The Waterman Tavern is a historic house and tavern at 283 Maple Valley Road, near Whaley's Hollow in Coventry, Rhode Island.  The -story wood-frame house was built before 1747 by John Waterman, who was licensed to operate a tavern on the premises in that year. It is five bays wide with a central chimney.  The site was advantageously located on what was then the main road between Providence and Plainfield, Connecticut.
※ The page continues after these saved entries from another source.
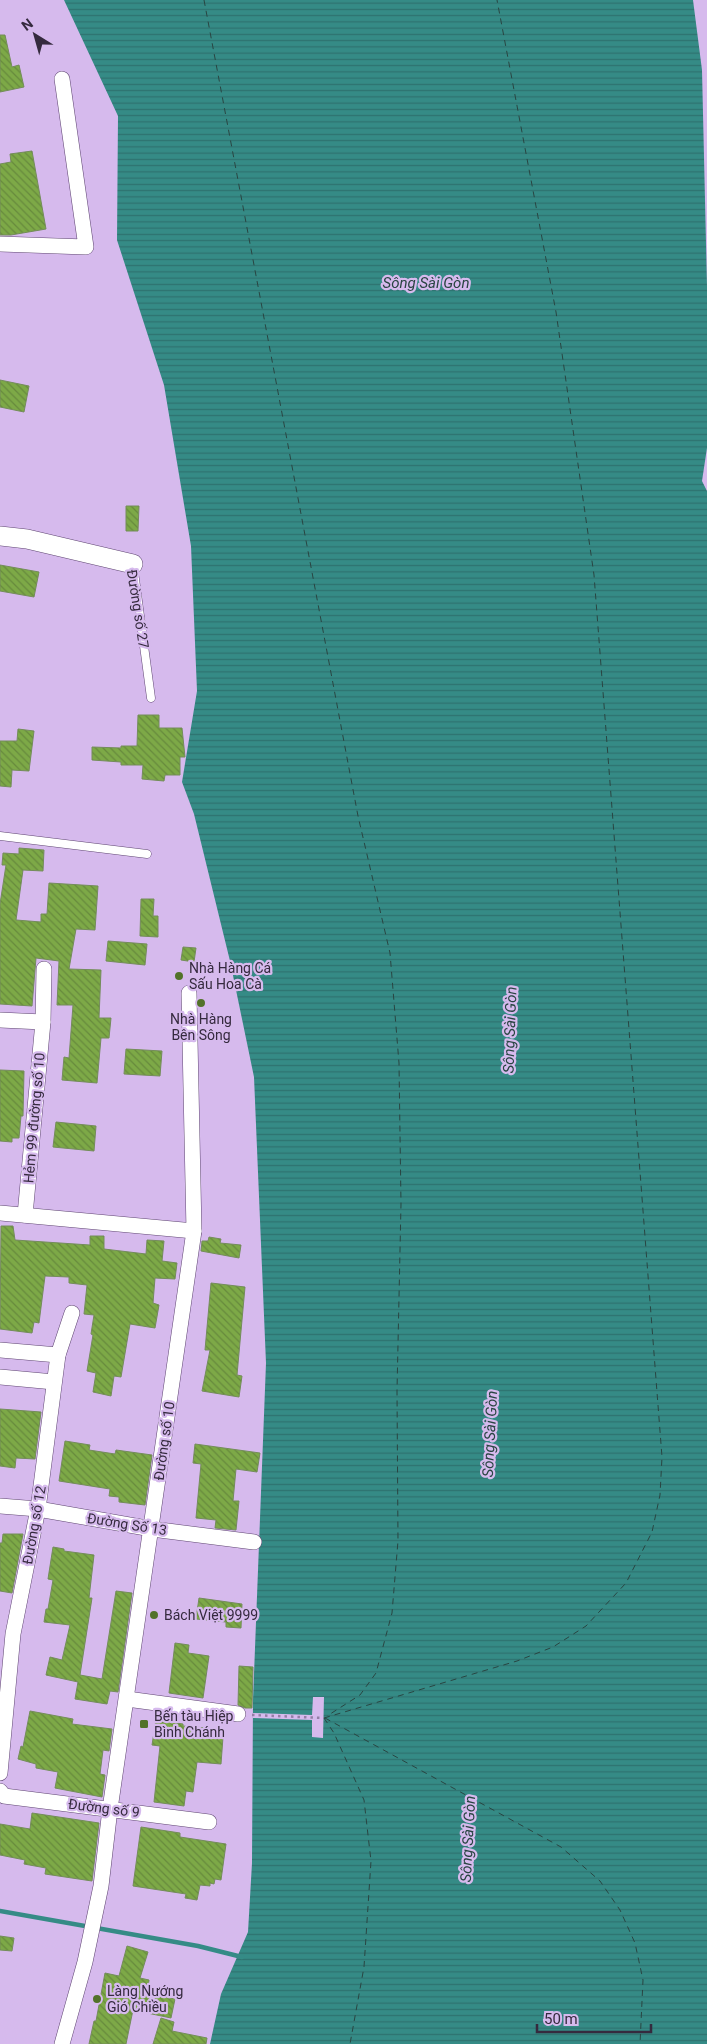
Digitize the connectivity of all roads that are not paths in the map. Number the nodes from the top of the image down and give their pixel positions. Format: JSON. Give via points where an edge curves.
{"nodes":[{"id":1,"x":62,"y":79,"type":"dead end"},
{"id":2,"x":0,"y":244,"type":"edge"},
{"id":3,"x":0,"y":536,"type":"edge"},
{"id":4,"x":133,"y":564,"type":"joint"},
{"id":5,"x":151,"y":698,"type":"dead end"},
{"id":6,"x":0,"y":836,"type":"edge"},
{"id":7,"x":147,"y":854,"type":"dead end"},
{"id":8,"x":44,"y":970,"type":"dead end"},
{"id":9,"x":188,"y":993,"type":"dead end"},
{"id":10,"x":0,"y":1020,"type":"edge"},
{"id":11,"x":43,"y":1022,"type":"junction"},
{"id":12,"x":0,"y":1213,"type":"edge"},
{"id":13,"x":25,"y":1215,"type":"junction"},
{"id":14,"x":194,"y":1232,"type":"junction"},
{"id":15,"x":72,"y":1313,"type":"dead end"},
{"id":16,"x":0,"y":1350,"type":"edge"},
{"id":17,"x":58,"y":1355,"type":"junction"},
{"id":18,"x":0,"y":1378,"type":"edge"},
{"id":19,"x":54,"y":1382,"type":"junction"},
{"id":20,"x":0,"y":1506,"type":"edge"},
{"id":21,"x":38,"y":1509,"type":"junction"},
{"id":22,"x":152,"y":1529,"type":"junction"},
{"id":23,"x":254,"y":1542,"type":"dead end"},
{"id":24,"x":7,"y":1634,"type":"edge"},
{"id":25,"x":127,"y":1699,"type":"junction"},
{"id":26,"x":238,"y":1714,"type":"road end"},
{"id":27,"x":2,"y":1740,"type":"edge"},
{"id":28,"x":0,"y":1773,"type":"edge"},
{"id":29,"x":0,"y":1791,"type":"edge"},
{"id":30,"x":110,"y":1809,"type":"junction"},
{"id":31,"x":209,"y":1822,"type":"dead end"},
{"id":32,"x":62,"y":2044,"type":"edge"}],
"edges":[{"from":1,"to":2,"type":"street","via":[[86,248]]},
{"from":3,"to":4,"type":"street","name":"Đường số 27","via":[[27,539]]},
{"from":4,"to":5,"type":"lane","name":"Đường số 27"},
{"from":6,"to":7,"type":"lane"},
{"from":8,"to":11,"type":"street","name":"Hẻm 99 đường số 10"},
{"from":9,"to":14,"type":"street","name":"Đường số 10"},
{"from":10,"to":11,"type":"street"},
{"from":11,"to":13,"type":"street","name":"Hẻm 99 đường số 10"},
{"from":12,"to":13,"type":"street"},
{"from":13,"to":14,"type":"street"},
{"from":14,"to":22,"type":"street","name":"Đường số 10"},
{"from":15,"to":17,"type":"street","name":"Đường số 12"},
{"from":16,"to":17,"type":"street"},
{"from":17,"to":19,"type":"street","name":"Đường số 12"},
{"from":18,"to":19,"type":"street"},
{"from":19,"to":21,"type":"street","name":"Đường số 12"},
{"from":20,"to":21,"type":"street","name":"Đường Số 13"},
{"from":21,"to":22,"type":"street","name":"Đường Số 13"},
{"from":21,"to":24,"type":"street","name":"Đường số 12"},
{"from":22,"to":23,"type":"street","name":"Đường Số 13"},
{"from":22,"to":25,"type":"street","name":"Đường số 10"},
{"from":24,"to":27,"type":"street","name":"Đường số 12"},
{"from":25,"to":26,"type":"street"},
{"from":25,"to":30,"type":"street","name":"Đường số 10"},
{"from":27,"to":28,"type":"street"},
{"from":29,"to":30,"type":"street","name":"Đường số 9","via":[[4,1796]]},
{"from":30,"to":31,"type":"street","name":"Đường số 9"},
{"from":30,"to":32,"type":"street","name":"Đường số 10","via":[[101,1886],[85,1962]]}]}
The tavern was a center of civic discourse, and town meetings were regularly held there until 1835.

The tavern was one of the first stops along the route taken by Count de Rochambeau's army during its 1781 march from Providence to Yorktown, Virginia, during the American Revolutionary War.  The main army camped near the tavern, while the officers were quartered in the tavern itself.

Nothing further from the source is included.